§ **Supplied information**
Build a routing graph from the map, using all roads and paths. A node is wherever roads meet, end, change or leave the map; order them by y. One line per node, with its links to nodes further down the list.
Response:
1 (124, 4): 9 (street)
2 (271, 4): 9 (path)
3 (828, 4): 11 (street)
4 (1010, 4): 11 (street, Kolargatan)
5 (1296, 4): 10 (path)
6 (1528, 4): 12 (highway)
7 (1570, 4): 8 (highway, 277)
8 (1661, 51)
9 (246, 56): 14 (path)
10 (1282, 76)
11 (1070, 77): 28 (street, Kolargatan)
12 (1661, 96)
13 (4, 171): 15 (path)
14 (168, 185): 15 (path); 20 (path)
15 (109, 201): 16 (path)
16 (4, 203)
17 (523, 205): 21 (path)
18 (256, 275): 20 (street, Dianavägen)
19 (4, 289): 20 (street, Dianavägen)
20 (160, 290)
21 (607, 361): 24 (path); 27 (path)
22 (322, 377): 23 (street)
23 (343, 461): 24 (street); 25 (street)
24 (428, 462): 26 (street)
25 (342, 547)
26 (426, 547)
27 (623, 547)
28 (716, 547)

§ **About this exercise**
The answer must restate each entry word for word.

§ **Answer for this exercise**
Build a routing graph from the map, using all roads and paths. A node is wherever roads meet, end, change or leave the map; order them by y. One line per node, with its links to nodes further down the list.
Response:
1 (124, 4): 9 (street)
2 (271, 4): 9 (path)
3 (828, 4): 11 (street)
4 (1010, 4): 11 (street, Kolargatan)
5 (1296, 4): 10 (path)
6 (1528, 4): 12 (highway)
7 (1570, 4): 8 (highway, 277)
8 (1661, 51)
9 (246, 56): 14 (path)
10 (1282, 76)
11 (1070, 77): 28 (street, Kolargatan)
12 (1661, 96)
13 (4, 171): 15 (path)
14 (168, 185): 15 (path); 20 (path)
15 (109, 201): 16 (path)
16 (4, 203)
17 (523, 205): 21 (path)
18 (256, 275): 20 (street, Dianavägen)
19 (4, 289): 20 (street, Dianavägen)
20 (160, 290)
21 (607, 361): 24 (path); 27 (path)
22 (322, 377): 23 (street)
23 (343, 461): 24 (street); 25 (street)
24 (428, 462): 26 (street)
25 (342, 547)
26 (426, 547)
27 (623, 547)
28 (716, 547)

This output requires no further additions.